The friendliest, high quality science and math community on the planet! Everyone who loves science is here!

Equilibrium and wire tension problem

  1. Nov 8, 2004 #1
    the problem as in the book
    "Two guy wires run from the top of a pole 2.6 m tall that supports a volleyball net. The two wires are anchored to the ground 2.0 m apart and each is 2.0m from the pole. The tension in each wire is 95 N. What is the tension in the net, assumed horizontal and attached at the top of the pole?" - I've attached an image.

    What I tried to do was figure out the distance from one wire to the top of the pole.
    [tex]X = (2.6m^2 + 2.0m^2)^{\frac{1}{2}} = 3.28m[/tex]

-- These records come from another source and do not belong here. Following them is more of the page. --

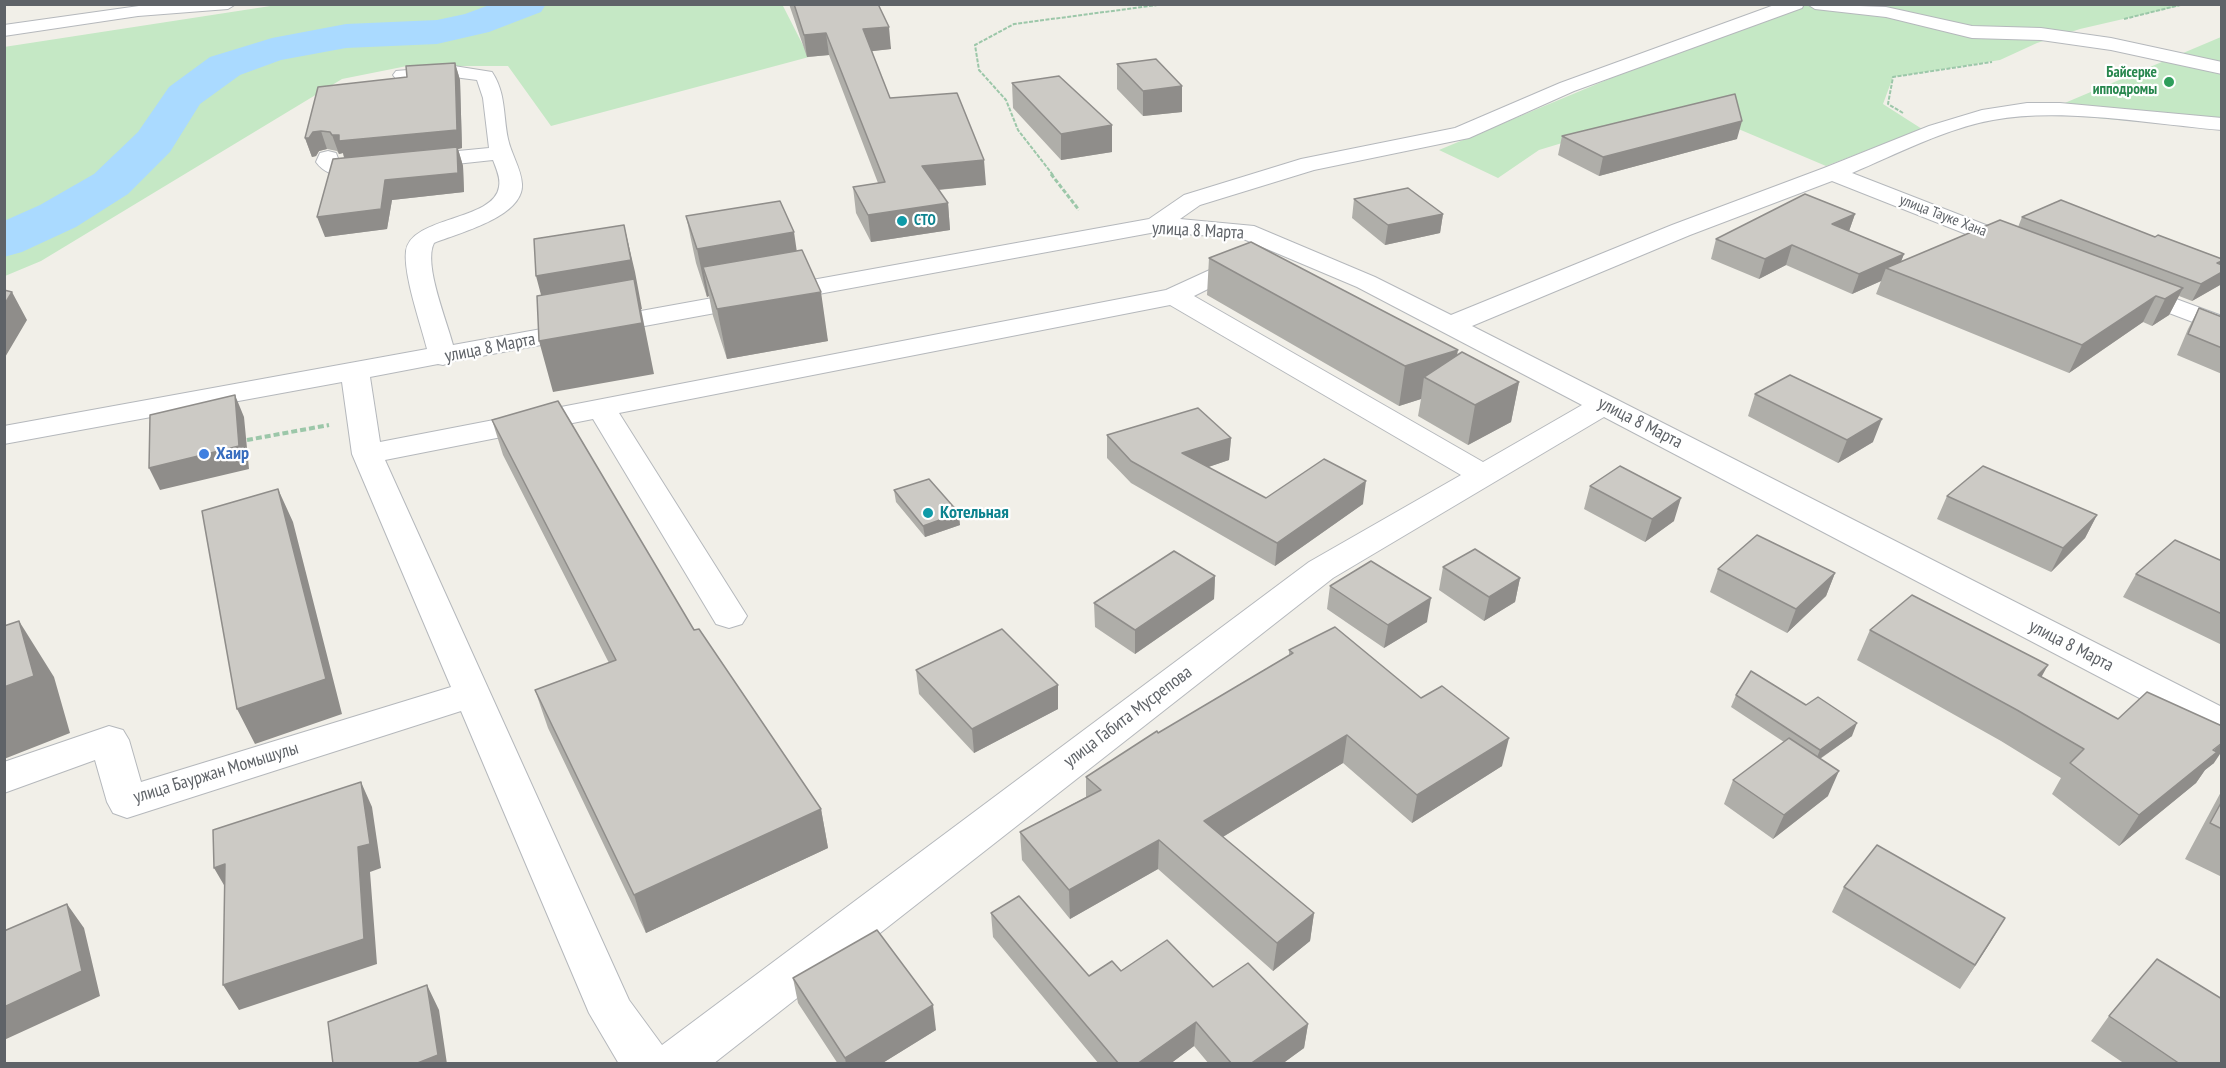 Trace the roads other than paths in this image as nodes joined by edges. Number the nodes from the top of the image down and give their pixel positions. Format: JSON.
{"nodes":[{"id":1,"x":228,"y":4,"type":"edge"},
{"id":2,"x":1796,"y":4,"type":"edge"},
{"id":3,"x":1815,"y":4,"type":"edge"},
{"id":4,"x":4,"y":31,"type":"edge"},
{"id":5,"x":2222,"y":68,"type":"edge"},
{"id":6,"x":403,"y":75,"type":"edge"},
{"id":7,"x":2222,"y":124,"type":"edge"},
{"id":8,"x":500,"y":153,"type":"junction"},
{"id":9,"x":328,"y":158,"type":"dead end"},
{"id":10,"x":1832,"y":173,"type":"junction"},
{"id":11,"x":1156,"y":225,"type":"junction"},
{"id":12,"x":1277,"y":244,"type":"junction"},
{"id":13,"x":2045,"y":256,"type":"edge"},
{"id":14,"x":2111,"y":282,"type":"edge"},
{"id":15,"x":1174,"y":296,"type":"junction"},
{"id":16,"x":1450,"y":325,"type":"junction"},
{"id":17,"x":2222,"y":325,"type":"edge"},
{"id":18,"x":443,"y":357,"type":"junction"},
{"id":19,"x":355,"y":373,"type":"junction"},
{"id":20,"x":1604,"y":405,"type":"junction"},
{"id":21,"x":601,"y":408,"type":"junction"},
{"id":22,"x":4,"y":435,"type":"edge"},
{"id":23,"x":365,"y":437,"type":"junction"},
{"id":24,"x":1483,"y":476,"type":"junction"},
{"id":25,"x":729,"y":616,"type":"dead end"},
{"id":26,"x":473,"y":694,"type":"junction"},
{"id":27,"x":2222,"y":724,"type":"edge"},
{"id":28,"x":4,"y":778,"type":"edge"},
{"id":29,"x":647,"y":1064,"type":"edge"},
{"id":30,"x":675,"y":1064,"type":"edge"}],
"edges":[{"from":1,"to":4,"type":"street"},
{"from":2,"to":11,"type":"street"},
{"from":3,"to":5,"type":"street"},
{"from":6,"to":8,"type":"street"},
{"from":7,"to":10,"type":"street"},
{"from":8,"to":9,"type":"street"},
{"from":8,"to":18,"type":"street"},
{"from":10,"to":13,"type":"street","name":"улица Тауке Хана"},
{"from":10,"to":16,"type":"street"},
{"from":11,"to":12,"type":"street","name":"улица 8 Марта"},
{"from":11,"to":18,"type":"street","name":"улица 8 Марта"},
{"from":12,"to":15,"type":"street"},
{"from":12,"to":16,"type":"street","name":"улица 8 Марта"},
{"from":14,"to":17,"type":"street"},
{"from":15,"to":21,"type":"street"},
{"from":15,"to":24,"type":"street"},
{"from":16,"to":20,"type":"street","name":"улица 8 Марта"},
{"from":18,"to":19,"type":"street","name":"улица 8 Марта"},
{"from":19,"to":22,"type":"street","name":"улица 8 Марта"},
{"from":19,"to":23,"type":"street"},
{"from":20,"to":24,"type":"street","name":"улица Габита Мусрепова"},
{"from":20,"to":27,"type":"street","name":"улица 8 Марта"},
{"from":21,"to":23,"type":"street"},
{"from":21,"to":25,"type":"street"},
{"from":23,"to":26,"type":"street"},
{"from":24,"to":30,"type":"street","name":"улица Габита Мусрепова"},
{"from":26,"to":28,"type":"street","name":"улица Бауржан Момышулы"},
{"from":26,"to":29,"type":"street"}]}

    Then using the sum of torques (which is zero in equilibrium) at the first rope as the pivot point
    [tex]\sum\tau = -\tau_{2} + F_{tensioninnet}X = 0 \Rightarrow F_{tensionnet} = \frac{\tau_{2}}{X} = \frac{95N \cdot 2.0m}{3.28m}[/tex]

    I get 60N, but the answer in the back of the book is 100 newtons. I also noticed if I multiplied the answer by [tex]tan(60)[/tex] (equilateral triangle at the bottom), and I get 100 N
     

    Attached Files:

    Last edited: Nov 8, 2004
  2. jcsd
  3. Nov 8, 2004 #2

    Doc Al

    User Avatar

    Staff: Mentor

    No need for distances or torques. Find the net horizontal force exerted by the guy wires on the pole.
     
  4. Nov 8, 2004 #3
    but we don't have a system in only two directions do we?
     
  5. Nov 8, 2004 #4

    Doc Al

    User Avatar

    Staff: Mentor

    Figure it out in steps. First, find the component in the horizontal plane of the tension from each wire. Then add those two horizontal plane components to find the net force from the wires in the horizontal plane.
     
  6. Nov 8, 2004 #5
    so I resolve the tension into components. You would need an angle to resolve the x-component. We have none. So what I tried was using the law of sines, [tex]sin^{-1}\left(\frac{sin 90 \cdot 2.6m}{3.8m}\right) = \theta = 43.2[/tex].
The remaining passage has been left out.